We're not moving prospects for a pitcher.
Obviously it's Cashman's call. Yankees would be better served with a young pitching prospect for two hitting ones. (obviously value has to be right)
I agree. I want to do the same thing. Our pitching staff is brutal lol. But our formula is devaluing the starting pitcher.
I am a basketball first kind of person, so I have my perspective based on things I have seen in basketball. I am reminded of the Detroit Pistons and the Sixers (Larry Brown eras). Teams that had a great foundation but needed one more piece, one more ingredient. Pistons ultimately got that with Sheed resulting in the ring.
I think that in baseball, the game is to collect assets because player movement is so fluid. Cashman has the right idea in developing a farm and it would be reckless for him to say.. move your new shiny catcher for Matt Harvey (who is soon to be paid and no longer all that young), or for a Kershaw (again big $ investment, years under his belt making him vulnerable to injury and a decline). But if there is a young pitcher (Jose Quintana?) for say Frazier and Mateo... well that helps on a couple fronts Quintana has less mileage than say a Kershaw (though at 28 roughly the same age) and his $ is considered team-friendly for the next 4 seasons.

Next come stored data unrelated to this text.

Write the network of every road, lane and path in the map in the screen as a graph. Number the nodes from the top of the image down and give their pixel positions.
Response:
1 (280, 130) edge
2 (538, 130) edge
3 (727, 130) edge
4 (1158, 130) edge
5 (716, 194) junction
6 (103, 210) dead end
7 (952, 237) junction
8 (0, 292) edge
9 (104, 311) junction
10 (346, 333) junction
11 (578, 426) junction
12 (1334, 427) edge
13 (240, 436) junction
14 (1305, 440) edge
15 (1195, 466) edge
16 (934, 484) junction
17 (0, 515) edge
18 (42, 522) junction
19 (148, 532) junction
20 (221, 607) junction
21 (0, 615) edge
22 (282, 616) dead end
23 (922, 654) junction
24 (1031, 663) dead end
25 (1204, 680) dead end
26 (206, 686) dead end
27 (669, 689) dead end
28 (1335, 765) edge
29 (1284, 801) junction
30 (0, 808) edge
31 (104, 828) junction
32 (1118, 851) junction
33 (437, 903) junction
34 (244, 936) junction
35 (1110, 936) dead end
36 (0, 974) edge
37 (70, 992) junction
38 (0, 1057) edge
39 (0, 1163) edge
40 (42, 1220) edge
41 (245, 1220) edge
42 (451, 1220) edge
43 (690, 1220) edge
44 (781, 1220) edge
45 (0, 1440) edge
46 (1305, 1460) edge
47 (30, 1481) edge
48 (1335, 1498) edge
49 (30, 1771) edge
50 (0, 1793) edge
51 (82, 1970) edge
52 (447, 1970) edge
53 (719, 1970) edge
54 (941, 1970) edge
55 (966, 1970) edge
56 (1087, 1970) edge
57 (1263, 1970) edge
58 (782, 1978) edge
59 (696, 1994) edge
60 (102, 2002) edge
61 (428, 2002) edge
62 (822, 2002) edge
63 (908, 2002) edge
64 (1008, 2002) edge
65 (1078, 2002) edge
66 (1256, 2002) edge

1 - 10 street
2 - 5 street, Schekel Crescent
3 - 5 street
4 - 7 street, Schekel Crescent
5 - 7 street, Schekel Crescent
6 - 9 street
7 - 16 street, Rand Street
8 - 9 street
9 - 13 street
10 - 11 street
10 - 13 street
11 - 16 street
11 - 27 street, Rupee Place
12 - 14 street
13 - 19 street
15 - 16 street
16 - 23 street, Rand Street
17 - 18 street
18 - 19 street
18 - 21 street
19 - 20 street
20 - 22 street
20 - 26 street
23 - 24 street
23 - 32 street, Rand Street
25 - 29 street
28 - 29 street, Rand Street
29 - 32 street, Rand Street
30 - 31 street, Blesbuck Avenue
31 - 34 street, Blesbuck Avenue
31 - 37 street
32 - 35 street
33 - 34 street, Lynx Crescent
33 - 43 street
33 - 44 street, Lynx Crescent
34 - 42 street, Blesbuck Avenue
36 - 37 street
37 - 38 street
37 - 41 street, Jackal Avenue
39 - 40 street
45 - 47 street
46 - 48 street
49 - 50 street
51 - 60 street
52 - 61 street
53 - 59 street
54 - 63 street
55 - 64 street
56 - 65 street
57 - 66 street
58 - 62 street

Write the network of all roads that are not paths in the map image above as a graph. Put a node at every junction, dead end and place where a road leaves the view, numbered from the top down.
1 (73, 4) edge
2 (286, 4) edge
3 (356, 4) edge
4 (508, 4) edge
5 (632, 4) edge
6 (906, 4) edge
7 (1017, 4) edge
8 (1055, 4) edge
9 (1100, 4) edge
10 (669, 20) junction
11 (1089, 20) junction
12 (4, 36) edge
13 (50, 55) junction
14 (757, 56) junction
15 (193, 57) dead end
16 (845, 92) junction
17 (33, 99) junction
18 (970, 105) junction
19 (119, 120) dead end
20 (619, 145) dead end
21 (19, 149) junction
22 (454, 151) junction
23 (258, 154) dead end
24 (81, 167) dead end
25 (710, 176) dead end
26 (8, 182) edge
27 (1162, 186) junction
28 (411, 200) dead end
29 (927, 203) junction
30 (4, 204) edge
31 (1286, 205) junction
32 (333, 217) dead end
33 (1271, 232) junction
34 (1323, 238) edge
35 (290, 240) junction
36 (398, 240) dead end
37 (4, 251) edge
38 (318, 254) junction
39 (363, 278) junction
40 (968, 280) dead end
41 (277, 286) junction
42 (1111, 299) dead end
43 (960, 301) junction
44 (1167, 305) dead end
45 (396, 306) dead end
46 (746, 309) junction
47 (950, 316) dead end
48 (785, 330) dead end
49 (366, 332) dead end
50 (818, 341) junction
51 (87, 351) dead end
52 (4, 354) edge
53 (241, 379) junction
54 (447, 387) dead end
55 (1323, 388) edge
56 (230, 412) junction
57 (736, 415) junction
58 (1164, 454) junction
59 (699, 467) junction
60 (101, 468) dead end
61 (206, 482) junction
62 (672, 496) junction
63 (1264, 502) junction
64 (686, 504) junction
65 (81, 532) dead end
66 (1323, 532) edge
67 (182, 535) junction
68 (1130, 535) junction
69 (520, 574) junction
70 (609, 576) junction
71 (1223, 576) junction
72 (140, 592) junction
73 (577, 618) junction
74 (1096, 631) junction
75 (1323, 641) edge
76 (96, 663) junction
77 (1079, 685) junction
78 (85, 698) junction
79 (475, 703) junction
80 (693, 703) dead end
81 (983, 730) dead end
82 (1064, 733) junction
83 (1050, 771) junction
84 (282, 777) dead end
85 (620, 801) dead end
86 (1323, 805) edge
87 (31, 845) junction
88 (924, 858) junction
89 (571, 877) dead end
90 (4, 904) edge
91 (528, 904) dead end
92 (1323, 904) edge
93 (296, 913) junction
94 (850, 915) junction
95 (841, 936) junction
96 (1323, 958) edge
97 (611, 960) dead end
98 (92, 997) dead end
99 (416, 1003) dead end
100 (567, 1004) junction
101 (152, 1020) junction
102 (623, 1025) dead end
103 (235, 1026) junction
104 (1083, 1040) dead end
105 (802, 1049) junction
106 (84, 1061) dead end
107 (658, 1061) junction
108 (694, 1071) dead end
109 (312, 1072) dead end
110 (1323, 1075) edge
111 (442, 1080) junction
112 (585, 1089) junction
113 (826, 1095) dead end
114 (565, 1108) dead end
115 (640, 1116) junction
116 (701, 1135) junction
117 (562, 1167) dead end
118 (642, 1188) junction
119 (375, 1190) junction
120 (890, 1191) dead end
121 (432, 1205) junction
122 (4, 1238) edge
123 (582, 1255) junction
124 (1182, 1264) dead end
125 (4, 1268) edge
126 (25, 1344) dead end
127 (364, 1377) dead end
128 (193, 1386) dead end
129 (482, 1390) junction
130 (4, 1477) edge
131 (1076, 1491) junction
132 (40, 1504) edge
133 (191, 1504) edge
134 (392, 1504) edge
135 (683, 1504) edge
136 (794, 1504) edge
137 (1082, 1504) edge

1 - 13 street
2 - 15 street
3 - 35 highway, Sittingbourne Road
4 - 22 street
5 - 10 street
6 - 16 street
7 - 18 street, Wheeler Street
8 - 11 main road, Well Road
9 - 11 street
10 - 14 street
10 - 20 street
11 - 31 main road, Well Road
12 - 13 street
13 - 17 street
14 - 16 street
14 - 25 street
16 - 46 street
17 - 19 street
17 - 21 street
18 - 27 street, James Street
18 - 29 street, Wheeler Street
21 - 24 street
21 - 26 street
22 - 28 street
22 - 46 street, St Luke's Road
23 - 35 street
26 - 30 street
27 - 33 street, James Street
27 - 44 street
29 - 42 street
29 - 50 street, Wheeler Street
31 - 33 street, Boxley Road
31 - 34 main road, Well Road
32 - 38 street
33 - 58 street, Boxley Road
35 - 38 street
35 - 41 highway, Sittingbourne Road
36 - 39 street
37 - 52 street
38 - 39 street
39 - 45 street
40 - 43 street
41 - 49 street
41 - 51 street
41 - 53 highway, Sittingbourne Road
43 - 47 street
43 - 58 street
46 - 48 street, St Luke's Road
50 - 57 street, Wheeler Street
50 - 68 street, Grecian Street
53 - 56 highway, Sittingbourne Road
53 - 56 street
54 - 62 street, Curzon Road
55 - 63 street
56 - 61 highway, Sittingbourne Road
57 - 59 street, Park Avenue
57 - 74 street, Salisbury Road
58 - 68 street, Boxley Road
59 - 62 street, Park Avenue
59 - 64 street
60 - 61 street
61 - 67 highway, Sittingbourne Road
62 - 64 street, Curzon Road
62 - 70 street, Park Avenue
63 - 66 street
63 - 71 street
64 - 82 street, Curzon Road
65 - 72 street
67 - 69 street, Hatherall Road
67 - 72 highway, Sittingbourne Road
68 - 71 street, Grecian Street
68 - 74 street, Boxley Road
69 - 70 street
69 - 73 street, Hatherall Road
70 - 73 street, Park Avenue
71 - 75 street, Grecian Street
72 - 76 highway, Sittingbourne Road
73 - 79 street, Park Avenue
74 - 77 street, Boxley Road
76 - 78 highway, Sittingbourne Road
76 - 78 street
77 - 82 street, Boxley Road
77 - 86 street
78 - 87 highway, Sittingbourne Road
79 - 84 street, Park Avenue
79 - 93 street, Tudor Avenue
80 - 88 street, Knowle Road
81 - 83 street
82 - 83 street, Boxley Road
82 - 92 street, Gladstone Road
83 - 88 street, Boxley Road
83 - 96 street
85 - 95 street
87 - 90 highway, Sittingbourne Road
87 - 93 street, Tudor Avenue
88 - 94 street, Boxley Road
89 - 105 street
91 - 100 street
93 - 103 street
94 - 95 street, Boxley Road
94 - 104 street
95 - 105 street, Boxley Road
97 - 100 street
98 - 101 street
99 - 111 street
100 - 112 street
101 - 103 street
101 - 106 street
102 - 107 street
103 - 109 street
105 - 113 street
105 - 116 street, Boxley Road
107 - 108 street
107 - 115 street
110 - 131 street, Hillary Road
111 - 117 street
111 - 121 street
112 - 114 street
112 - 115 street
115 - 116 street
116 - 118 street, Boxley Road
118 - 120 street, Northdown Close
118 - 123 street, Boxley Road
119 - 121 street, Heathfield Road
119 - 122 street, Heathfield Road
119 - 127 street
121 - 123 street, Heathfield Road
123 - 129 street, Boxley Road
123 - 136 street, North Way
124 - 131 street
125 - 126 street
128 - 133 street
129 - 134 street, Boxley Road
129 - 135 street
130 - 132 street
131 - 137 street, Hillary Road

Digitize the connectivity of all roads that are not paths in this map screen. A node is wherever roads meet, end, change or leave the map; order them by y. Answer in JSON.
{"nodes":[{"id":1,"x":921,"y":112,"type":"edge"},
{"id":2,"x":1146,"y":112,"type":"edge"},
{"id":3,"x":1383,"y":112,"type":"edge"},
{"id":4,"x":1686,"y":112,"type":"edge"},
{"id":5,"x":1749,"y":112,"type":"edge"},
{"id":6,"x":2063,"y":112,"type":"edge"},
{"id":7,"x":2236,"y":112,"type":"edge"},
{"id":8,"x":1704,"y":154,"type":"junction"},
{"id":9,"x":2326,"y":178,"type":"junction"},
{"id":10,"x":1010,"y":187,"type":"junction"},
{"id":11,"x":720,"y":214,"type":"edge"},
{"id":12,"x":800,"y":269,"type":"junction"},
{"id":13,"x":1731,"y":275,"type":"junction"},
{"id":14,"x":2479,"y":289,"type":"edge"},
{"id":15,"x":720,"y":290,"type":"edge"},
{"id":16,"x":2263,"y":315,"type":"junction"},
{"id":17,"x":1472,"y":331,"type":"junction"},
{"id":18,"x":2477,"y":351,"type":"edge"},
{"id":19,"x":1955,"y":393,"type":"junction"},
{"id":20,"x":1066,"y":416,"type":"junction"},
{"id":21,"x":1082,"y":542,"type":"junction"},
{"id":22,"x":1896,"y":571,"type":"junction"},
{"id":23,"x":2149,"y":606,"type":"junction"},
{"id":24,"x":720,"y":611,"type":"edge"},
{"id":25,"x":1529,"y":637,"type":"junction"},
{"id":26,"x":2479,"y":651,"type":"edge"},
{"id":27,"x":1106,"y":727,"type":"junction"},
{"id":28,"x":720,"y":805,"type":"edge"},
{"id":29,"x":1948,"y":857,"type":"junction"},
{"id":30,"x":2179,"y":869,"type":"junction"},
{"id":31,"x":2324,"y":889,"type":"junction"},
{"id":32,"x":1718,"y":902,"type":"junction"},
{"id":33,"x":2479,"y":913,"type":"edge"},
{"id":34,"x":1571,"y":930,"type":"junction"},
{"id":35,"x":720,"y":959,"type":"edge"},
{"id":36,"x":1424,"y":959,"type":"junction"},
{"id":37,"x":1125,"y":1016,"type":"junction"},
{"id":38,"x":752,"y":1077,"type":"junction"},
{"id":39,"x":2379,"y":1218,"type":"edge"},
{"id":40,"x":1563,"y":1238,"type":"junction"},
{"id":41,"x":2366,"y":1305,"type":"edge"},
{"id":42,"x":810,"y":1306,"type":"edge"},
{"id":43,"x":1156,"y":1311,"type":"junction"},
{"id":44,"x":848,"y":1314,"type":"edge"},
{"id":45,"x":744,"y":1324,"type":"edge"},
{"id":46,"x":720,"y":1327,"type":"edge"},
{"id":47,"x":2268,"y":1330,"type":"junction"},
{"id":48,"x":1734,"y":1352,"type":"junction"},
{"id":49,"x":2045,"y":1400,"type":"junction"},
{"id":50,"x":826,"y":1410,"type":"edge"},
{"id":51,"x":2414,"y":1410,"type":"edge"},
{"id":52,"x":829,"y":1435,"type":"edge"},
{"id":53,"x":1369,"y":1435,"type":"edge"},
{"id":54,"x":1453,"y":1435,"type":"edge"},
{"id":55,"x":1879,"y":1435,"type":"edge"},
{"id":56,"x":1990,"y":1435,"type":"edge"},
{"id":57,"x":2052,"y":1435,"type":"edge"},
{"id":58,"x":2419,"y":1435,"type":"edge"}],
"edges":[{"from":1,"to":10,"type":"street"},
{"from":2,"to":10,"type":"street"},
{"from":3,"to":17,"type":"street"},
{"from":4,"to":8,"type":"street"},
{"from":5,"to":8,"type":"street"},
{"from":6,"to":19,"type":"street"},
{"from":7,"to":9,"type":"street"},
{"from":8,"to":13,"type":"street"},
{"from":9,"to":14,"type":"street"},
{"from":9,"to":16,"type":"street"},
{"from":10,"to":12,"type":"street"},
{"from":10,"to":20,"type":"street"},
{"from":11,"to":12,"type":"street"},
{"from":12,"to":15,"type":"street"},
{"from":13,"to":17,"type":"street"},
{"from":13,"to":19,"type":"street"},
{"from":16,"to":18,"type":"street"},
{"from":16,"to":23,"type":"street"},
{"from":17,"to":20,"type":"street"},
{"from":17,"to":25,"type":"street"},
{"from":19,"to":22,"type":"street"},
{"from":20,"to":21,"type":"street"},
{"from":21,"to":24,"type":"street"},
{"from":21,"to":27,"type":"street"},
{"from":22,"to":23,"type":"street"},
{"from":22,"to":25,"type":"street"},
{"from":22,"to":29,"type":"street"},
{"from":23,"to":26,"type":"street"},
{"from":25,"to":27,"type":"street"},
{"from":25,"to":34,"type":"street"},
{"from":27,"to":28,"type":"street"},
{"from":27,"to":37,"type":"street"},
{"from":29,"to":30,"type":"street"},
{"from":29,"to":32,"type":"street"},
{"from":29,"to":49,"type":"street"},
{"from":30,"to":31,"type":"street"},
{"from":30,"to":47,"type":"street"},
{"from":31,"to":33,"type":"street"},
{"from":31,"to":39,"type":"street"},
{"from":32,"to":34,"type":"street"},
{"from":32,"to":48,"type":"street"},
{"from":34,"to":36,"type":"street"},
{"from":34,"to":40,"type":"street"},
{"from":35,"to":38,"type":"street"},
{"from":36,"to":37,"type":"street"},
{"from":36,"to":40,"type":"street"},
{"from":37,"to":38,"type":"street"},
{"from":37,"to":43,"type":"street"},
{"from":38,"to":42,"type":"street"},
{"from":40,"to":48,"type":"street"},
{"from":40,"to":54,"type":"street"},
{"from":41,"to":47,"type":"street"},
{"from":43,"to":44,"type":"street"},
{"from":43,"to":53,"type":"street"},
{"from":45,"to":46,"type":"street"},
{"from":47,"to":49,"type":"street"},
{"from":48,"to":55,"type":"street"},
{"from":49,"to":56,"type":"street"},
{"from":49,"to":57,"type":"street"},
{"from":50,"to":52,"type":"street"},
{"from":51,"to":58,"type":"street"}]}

I like the strategy of building strength on strength (leaving one area like SP weak during the build) then splurging on high-end pieces to turn good into godly. Bruce for a Abreu and Mason Williams could be a low cost sort of deal that enables some of the other prospects to become that elite SP. Of course you trade a redundant piece like Garnder in the process for someone else's C+/B- prospect and you wind up with Gardner+B- for Bruce.